FML- A man from Portland, Oregon was fired in June for aiding police in thwarting a kidnapping attempt the month before.
On May 12th, Dillon Reagon, 32, heard a coworker yell for help in response to a domestic dispute in the parking lot. Upon exiting the store, he saw “This lady who’s frantic and crying and she’s screaming, ‘Somebody help me please! He’s stealing my kid, he’s kidnapping my child!’”
He and his coworker immediately called the police, and the dispatcher advised them to follow the “drunk, violent man” from a safe distance until police arrived. “At the time, the only thing I was thinking about was the child’s safety,” Reagan said. They trailed the man on foot for about three blocks, when officers arrived. After giving their witness statements, the pair returned to the store about 10 minutes later.
It wasn’t over yet, however. Reagan says that he was scolded by his supervisor the next day. “He said, ‘You did the wrong thing. You should have just gone back to work.’” Reagan said in an interview that it was a real Catch-22. “Damned if I do, damned if I don’t”, he lamented.
One month later, he was officially let go.
On July 3rd, he posted a picture of a letter from the Oregon Employment Department, which stated:
You were employed by The Home Depot until June 19, 2017 when you were fired because you assisted the police in preventing a kidnapping. This was not a willful or wantonly negligent violations of the standards of behavior an employer has the right to expect of an employee.
The ensuing flurry of Facebook activity caught media attention and the story then “blew up”, according to Reagan. Home Depot, no doubt stung by the negative press, quickly reviewed the case. Again. Finally, on July 8th, Reagan took to Facebook again to update the masses:
Home depot has offered to reinstate my position in the company along with appropriate back pay up to the date of termination as a show of good faith and has assured me that there will be no retaliation if I choose to take them up on their offer.

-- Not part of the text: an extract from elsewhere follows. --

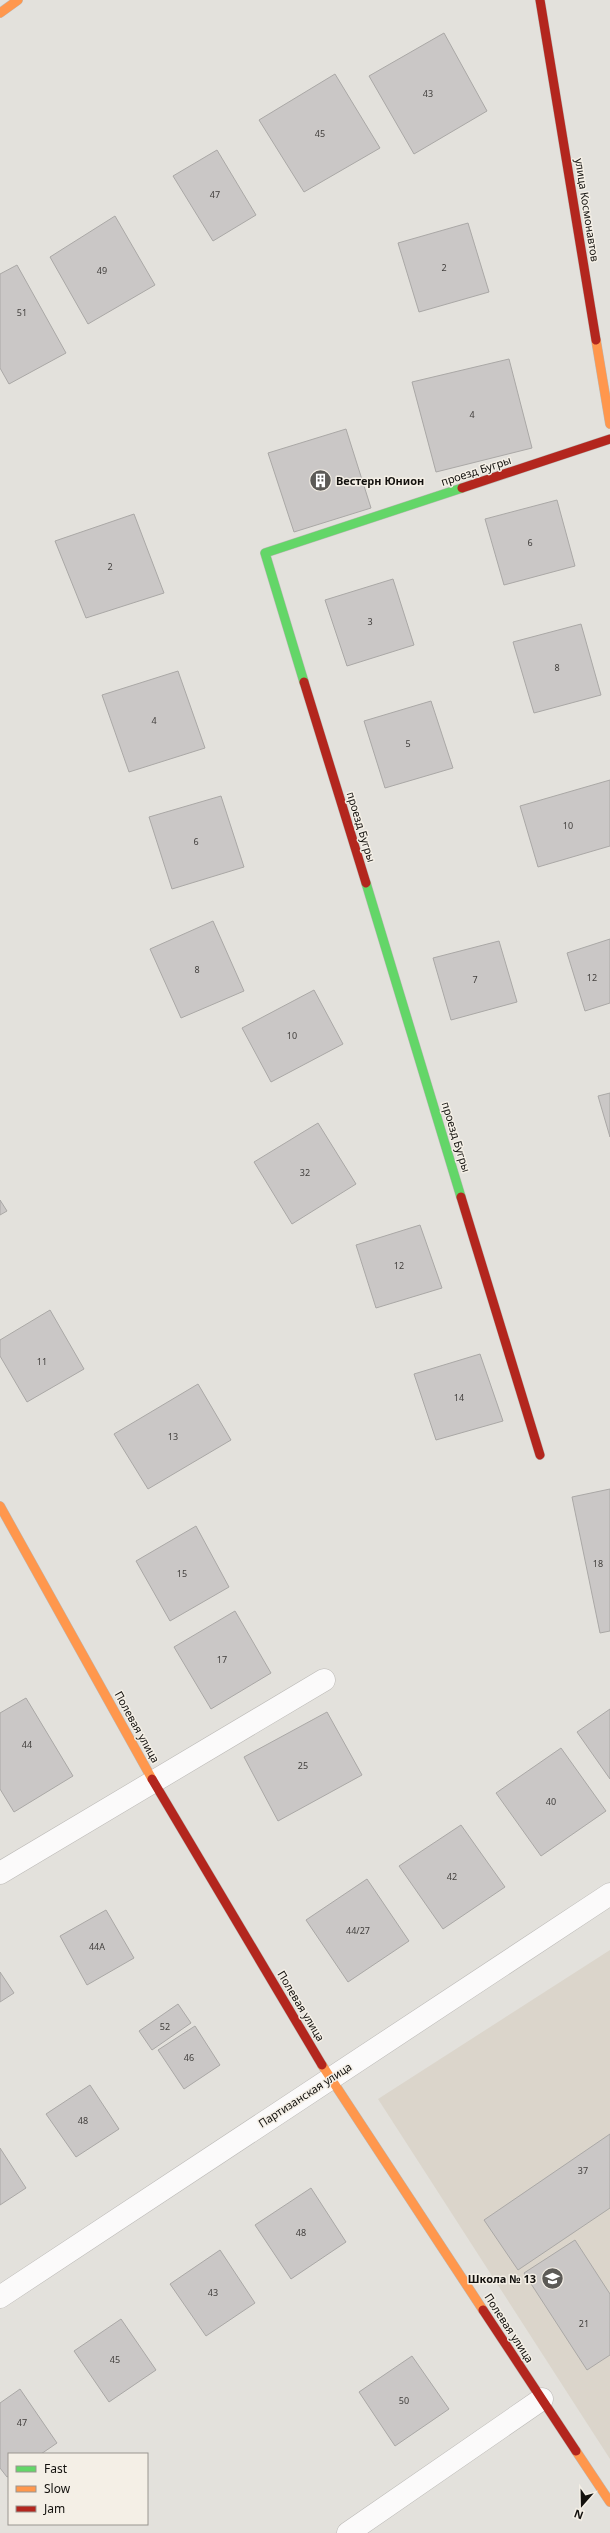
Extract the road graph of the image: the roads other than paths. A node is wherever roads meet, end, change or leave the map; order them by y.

Reagan has decided to take them up on their offer because he missed his coworkers and enjoyed helping customers at the store.
Tough look for Home Depot here. In their own words, “you were fired because you assisted the police in preventing a kidnapping.” Hey, earth to the PR department? Don’t fire this guy; hand him a golden plunger. He’s a company hero. He’s Denzel Washington in The Equalizer. I’m sure 80% of your employees run out for cigarette breaks which are way more dangerous than tailing kidnappers.
Perhaps they’re mad that he left his post manning wood planks, which means that some unsupervised child could get a splinter, which would be way worse than a child getting kidnapped and sold into sex slavery for the next 15 years. You know, held in a dungeon somewhere with a ball gag in his mouth, chained to the wall and force-fed heroin as a means of erasing any designs of escape. Eventually he accepts his position as a human fleshlight, forgets his family and succumbs to his subservience; welcomes it, even. One day, the police receive an anonymous tip from a neighbor. They find the dungeon, rescue the boy–now a man. They bring him to his parents, old and grey now, but they barely recognize him. His body bears the scars of innumerable nights of depraved lechery–candle wax and other fluids scoring his figure, burning all ties to home.
“We held a funeral,” his parents say, weeping. “But we never forgot your birthday.” They don’t embrace him, he seems so fragile. Imagine missing your son’s entire life? Losing 15 years and rediscovering him only to learn that the man standing before you is merely a shell, a ghost? It’s another 5 years before he even speaks. He spends his days watching The Price Is Right with a glazed, vegetated expression. He seems to like the mail man, but no one knows for sure. It drives the parents mad. They divorce. And all the while, the boy remains lifeless, forlorn… gone.